Ameerah and Aaron, Anjanaa and Mercedes, you made the transition to secondary school virtually—that must have been a strange experience! I hope that when you were finally in February this year able to meet your classmates and teachers in person and explore the halls of your new schools, the experience lived up to or even surpassed your expectations. That socialisation and interaction with your peers is a critical part of your schooling, as it teaches you to play well with others and operate as part of a team. I encourage you, while you continue to give pride of place to your schoolwork, take the opportunity to participate in and enjoy all your new school has to offer including sports and extra-curricular activities. I wish you all the best, particularly as you return to school full time in the Third Term.

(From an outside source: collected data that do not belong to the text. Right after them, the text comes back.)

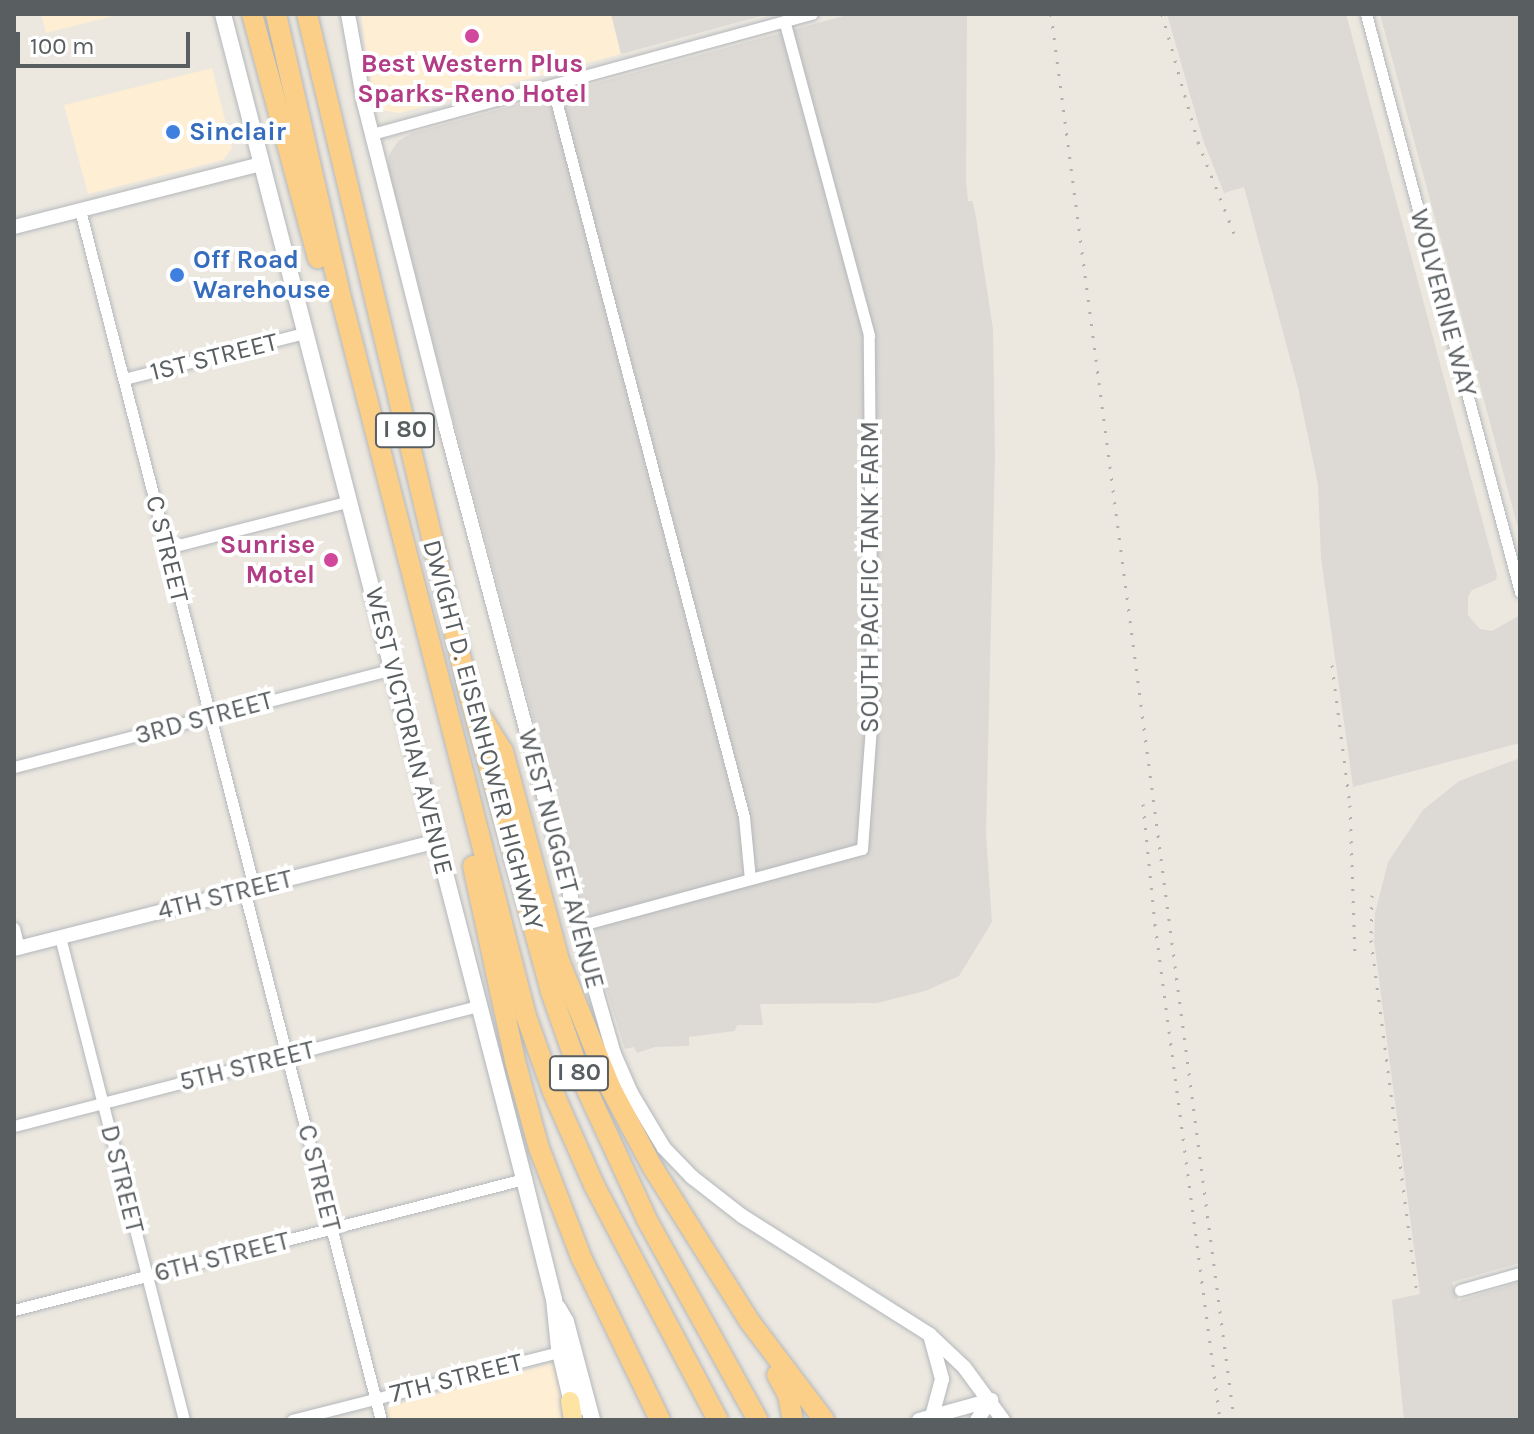 <!DOCTYPE html>
<style>
body{margin:0}
#map{position:relative;width:1534px;height:1434px;overflow:hidden;background:#ece8e0;font-family:Karla,sans-serif}
div>[style]{position:absolute}
.commercial>*{inset:0;background:#fdeed4}
.industrial>*{inset:0;background:#dddad5}
.roads{filter:drop-shadow(0 0 2px #b3b7bb) drop-shadow(0 0 2px #b3b7bb)}
.minor>*{height:11px;margin:-5.5px;padding:0 5.5px;transform-origin:5.5px;border-radius:5.5px;background:#fff}
.tertiary>*{height:14px;margin:-7px;padding:0 7px;transform-origin:7px;border-radius:7px;background:#fff}
.secondary>*{height:16px;margin:-8px;padding:0 8px;transform-origin:8px;border-radius:8px;background:#fff}
.primary>*{height:18px;margin:-9px;padding:0 9px;transform-origin:9px;border-radius:9px;background:#fee4a3}
.motorway>*{height:20px;margin:-10px;padding:0 10px;transform-origin:10px;border-radius:10px;background:#fbcf88}
.rail>*{height:3px;margin-top:-1.5px;transform-origin:0;background:repeating-linear-gradient(90deg,#b0b1b1 0 2px,transparent 0 12px)}
.dots>*{width:22px;height:22px;translate:-50% -50%;box-sizing:border-box;border:4px solid #fff;border-radius:50%}
span{translate:-50% -50%;white-space:nowrap;text-align:center;line-height:1.15;-webkit-text-stroke:8px #fff;paint-order:stroke}
.shield-label span{padding:2px 6px;background:#fff;border:2px solid;border-radius:6px;-webkit-text-stroke-width:0}
.shield-label{font-size:24px;color:#595e61;font-weight:700}
.hotel-label{font-size:26px;color:#b23c85;font-weight:700}
.right{translate:-100% -50%;text-align:right}
.shop-label{font-size:26px;color:#366cbe;font-weight:700}
.left{translate:0 -50%;text-align:left}
.street-label{font-size:26px;color:#595e61}
.frame{position:absolute;inset:0;border:16px solid #595e61;pointer-events:none}
.scale{position:absolute;left:16px;top:32px;width:174px;height:36px;box-sizing:border-box;border:4px solid #595e61;border-top:0;padding-left:10px;font-size:24px;line-height:28px;white-space:nowrap;color:#595e61;-webkit-text-stroke:6px #fff;paint-order:stroke}
</style>
<div id="map">
<div class="commercial">
<i style="clip-path:polygon(41px 14px,122px 14px,46px 33px)"></i>
<i style="clip-path:polygon(361px 14px,611px 14px,621px 54px,400px 113px,385px 111px,375px 100px,370px 82px)"></i>
<i style="clip-path:polygon(212px 68px,232px 148px,223px 160px,88px 194px,64px 105px)"></i>
<i style="clip-path:polygon(553px 1363px,566px 1420px,389px 1420px,386px 1411px,390px 1406px)"></i>
</div>
<div class="industrial">
<i style="clip-path:polygon(611px 14px,769px 14px,621px 54px)"></i>
<i style="clip-path:polygon(851px 14px,967px 14px,966px 181px,968px 201px,972px 201px,975px 211px,993px 329px,995px 455px,986px 834px,992px 922px,959px 976px,925px 991px,877px 1003px,760px 1004px,763px 1025px,737px 1025px,735px 1031px,689px 1037px,689px 1046px,655px 1047px,637px 1053px,634px 1047px,625px 1049px,604px 982px,437px 358px,388px 167px,389px 155px,398px 141px,412px 133px)"></i>
<i style="clip-path:polygon(1167px 14px,1346px 14px,1497px 575px,1496px 580px,1472px 590px,1468px 597px,1468px 615px,1480px 629px,1492px 631px,1520px 615px,1520px 743px,1353px 787px,1321px 558px,1318px 485px,1298px 388px,1244px 187px,1224px 193px,1203px 140px)"></i>
<i style="clip-path:polygon(1380px 14px,1520px 14px,1520px 536px,1489px 419px)"></i>
<i style="clip-path:polygon(1520px 758px,1520px 1263px,1452px 1282px,1458px 1301px,1520px 1282px,1520px 1420px,1404px 1420px,1392px 1300px,1420px 1294px,1374px 941px,1375px 913px,1388px 862px,1423px 810px,1459px 781px)"></i>
</div>
<div class="roads">
<div class="minor">
<i style="left:1366px;top:14px;width:598px;rotate:75.08deg"></i>
<i style="left:552px;top:85px;width:757px;rotate:75.3deg"></i>
<i style="left:744px;top:817px;width:62px;rotate:84.5deg"></i>
<i style="left:372px;top:134px;width:456px;rotate:-15.3deg"></i>
<i style="left:80px;top:210px;width:699px;rotate:75.59deg"></i>
<i style="left:124px;top:379px;width:187px;rotate:-14.3deg"></i>
<i style="left:167px;top:548px;width:189px;rotate:-14.4deg"></i>
<i style="left:14px;top:767px;width:391px;rotate:-14.5deg"></i>
<i style="left:244px;top:890px;width:547px;rotate:75.51deg"></i>
<i style="left:578px;top:926px;width:294px;rotate:-15.2deg"></i>
<i style="left:862px;top:849px;width:137px;rotate:-85.8deg"></i>
<i style="left:872px;top:712px;width:377px;rotate:-90.5deg"></i>
<i style="left:869px;top:335px;width:325px;rotate:-105.1deg"></i>
<i style="left:14px;top:928px;width:21px;rotate:76deg"></i>
<i style="left:60px;top:937px;width:499px;rotate:75.6deg"></i>
<i style="left:14px;top:1126px;width:480px;rotate:-14.5deg"></i>
<i style="left:1460px;top:1290px;width:62px;rotate:-15.8deg"></i>
<i style="left:14px;top:1310px;width:527px;rotate:-14.41deg"></i>
<i style="left:292px;top:1420px;width:283px;rotate:-14.3deg"></i>
</div>
<div class="tertiary">
<i style="left:348px;top:14px;width:90px;rotate:79.8deg"></i>
<i style="left:364px;top:103px;width:331px;rotate:75.8deg"></i>
<i style="left:445px;top:424px;width:588px;rotate:75.11deg"></i>
<i style="left:596px;top:992px;width:65px;rotate:73.8deg"></i>
<i style="left:614px;top:1054px;width:43px;rotate:66.4deg"></i>
<i style="left:631px;top:1093px;width:64px;rotate:59deg"></i>
<i style="left:664px;top:1148px;width:40px;rotate:46deg"></i>
<i style="left:692px;top:1177px;width:63px;rotate:38deg"></i>
<i style="left:742px;top:1216px;width:222px;rotate:32.3deg"></i>
<i style="left:930px;top:1335px;width:47px;rotate:43.3deg"></i>
<i style="left:964px;top:1367px;width:66px;rotate:53.7deg"></i>
<i style="left:14px;top:227px;width:255px;rotate:-14.3deg"></i>
<i style="left:14px;top:949px;width:437px;rotate:-14.3deg"></i>
<i style="left:930px;top:1335px;width:46px;rotate:74.7deg"></i>
<i style="left:942px;top:1379px;width:38px;rotate:105deg"></i>
<i style="left:919px;top:1420px;width:75px;rotate:-15.5deg"></i>
<i style="left:977px;top:1420px;width:24px;rotate:-55deg"></i>
</div>
<div class="secondary">
<i style="left:223px;top:14px;width:1203px;rotate:75.51deg"></i>
<i style="left:524px;top:1179px;width:124px;rotate:76deg"></i>
<i style="left:554px;top:1299px;width:49px;rotate:84.2deg"></i>
<i style="left:559px;top:1348px;width:66px;rotate:76.8deg"></i>
<i style="left:558px;top:1308px;width:16px;rotate:60deg"></i>
<i style="left:566px;top:1322px;width:101px;rotate:75.1deg"></i>
</div>
<div class="primary">
<i style="left:570px;top:1401px;width:19px;rotate:81deg"></i>
</div>
<div class="motorway">
<i style="left:252px;top:14px;width:253px;rotate:74.9deg"></i>
<i style="left:276px;top:14px;width:283px;rotate:77.1deg"></i>
<i style="left:339px;top:290px;width:750px;rotate:75.56deg"></i>
<i style="left:526px;top:1016px;width:81px;rotate:70.4deg"></i>
<i style="left:553px;top:1092px;width:102px;rotate:66.2deg"></i>
<i style="left:594px;top:1185px;width:266px;rotate:62.2deg"></i>
<i style="left:307px;top:14px;width:702px;rotate:76.58deg"></i>
<i style="left:470px;top:697px;width:306px;rotate:74.6deg"></i>
<i style="left:551px;top:992px;width:90px;rotate:70.6deg"></i>
<i style="left:581px;top:1077px;width:157px;rotate:65.2deg"></i>
<i style="left:647px;top:1220px;width:229px;rotate:61deg"></i>
<i style="left:482px;top:718px;width:39px;rotate:58deg"></i>
<i style="left:503px;top:751px;width:220px;rotate:75deg"></i>
<i style="left:560px;top:963px;width:136px;rotate:68deg"></i>
<i style="left:611px;top:1089px;width:89px;rotate:62deg"></i>
<i style="left:653px;top:1168px;width:182px;rotate:57.8deg"></i>
<i style="left:750px;top:1322px;width:123px;rotate:52.9deg"></i>
<i style="left:473px;top:866px;width:199px;rotate:77.8deg"></i>
<i style="left:515px;top:1061px;width:90px;rotate:74.6deg"></i>
<i style="left:539px;top:1148px;width:117px;rotate:68.9deg"></i>
<i style="left:581px;top:1257px;width:181px;rotate:64.1deg"></i>
<i style="left:777px;top:1375px;width:23px;rotate:61deg"></i>
<i style="left:788px;top:1395px;width:25px;rotate:79deg"></i>
</div>
</div>
<div class="rail">
<i style="left:1051px;top:14px;width:1418px;rotate:82.58deg"></i>
<i style="left:1162px;top:14px;width:133px;rotate:74.3deg"></i>
<i style="left:1198px;top:142px;width:106px;rotate:68.5deg"></i>
<i style="left:1332px;top:665px;width:141px;rotate:82.7deg"></i>
<i style="left:1350px;top:805px;width:149px;rotate:88.1deg"></i>
<i style="left:1143px;top:804px;width:121px;rotate:84.3deg"></i>
<i style="left:1155px;top:924px;width:500px;rotate:82.53deg"></i>
<i style="left:1372px;top:895px;width:45px;rotate:91.3deg"></i>
<i style="left:1371px;top:940px;width:355px;rotate:82.6deg"></i>
</div>
<div class="dots">
<i style="left:472px;top:36px;background:#d1479c"></i>
<i style="left:173px;top:132px;background:#3f7fe0"></i>
<i style="left:177px;top:275px;background:#3f7fe0"></i>
<i style="left:331px;top:560px;background:#d1479c"></i>
</div>
<div class="shield-label">
<span style="left:405px;top:430px">I 80</span>
<span style="left:579px;top:1073px">I 80</span>
</div>
<div class="hotel-label">
<span style="left:472px;top:79px">Best Western Plus<br>Sparks-Reno Hotel</span>
<span class="right" style="left:315px;top:560px">Sunrise<br>Motel</span>
</div>
<div class="shop-label">
<span class="left" style="left:189px;top:132px">Sinclair</span>
<span class="left" style="left:193px;top:275px">Off Road<br>Warehouse</span>
</div>
<div class="street-label">
<span style="left:1443px;top:303px;rotate:75deg">WOLVERINE WAY</span>
<span style="left:214px;top:357px;rotate:-14deg">1ST STREET</span>
<span style="left:167px;top:549px;rotate:76deg">C STREET</span>
<span style="left:870px;top:577px;rotate:-90deg">SOUTH PACIFIC TANK FARM</span>
<span style="left:204px;top:718px;rotate:-15deg">3RD STREET</span>
<span style="left:409px;top:731px;rotate:76deg">WEST VICTORIAN AVENUE</span>
<span style="left:483px;top:735px;rotate:75deg">DWIGHT D. EISENHOWER HIGHWAY</span>
<span style="left:561px;top:859px;rotate:75deg">WEST NUGGET AVENUE</span>
<span style="left:225px;top:895px;rotate:-14deg">4TH STREET</span>
<span style="left:247px;top:1066px;rotate:-14deg">5TH STREET</span>
<span style="left:319px;top:1178px;rotate:76deg">C STREET</span>
<span style="left:122px;top:1179px;rotate:76deg">D STREET</span>
<span style="left:222px;top:1257px;rotate:-14deg">6TH STREET</span>
<span style="left:456px;top:1378px;rotate:-14deg">7TH STREET</span>
</div>
<div class="frame"></div>
<div class="scale">100 m</div>
</div>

Maali and Anusha, you are on the final leg of your secondary schooling, approaching your CAPE exams, happily, knock-on-wood, without the drama of two years ago. That is not to say that there may not be distractions and disappointments, but your having been tested by and besting this pernicious pandemic, I have every confidence that you will not be deterred from achieving your goals.
Amrit, Anjali and Richard, whether you have gone on to further studies or entered the world of work, you have left behind the controlled environment of school and are making your way through the ups and downs of early adulthood. You must now navigate the many situations that present themselves in everyday life drawing upon and synthesising the whole of your education to date to find your spot in the sun. Apply those study skills that have served you well in your scholarship to life in general. Press on with confidence, optimism and resolve. I express the sentiments of the nation when I say, we are proud of all of you and wish you every success in the future.
I leave you with the words of Indian philosopher and spiritual leader Jiddu Krishnamurti:
“There is no end to education. It is not that you read a book, pass an examination, and finish with education. The whole of life, from the moment you are born to the moment you die, is a process of learning.”
Learn on and I wish you all the best.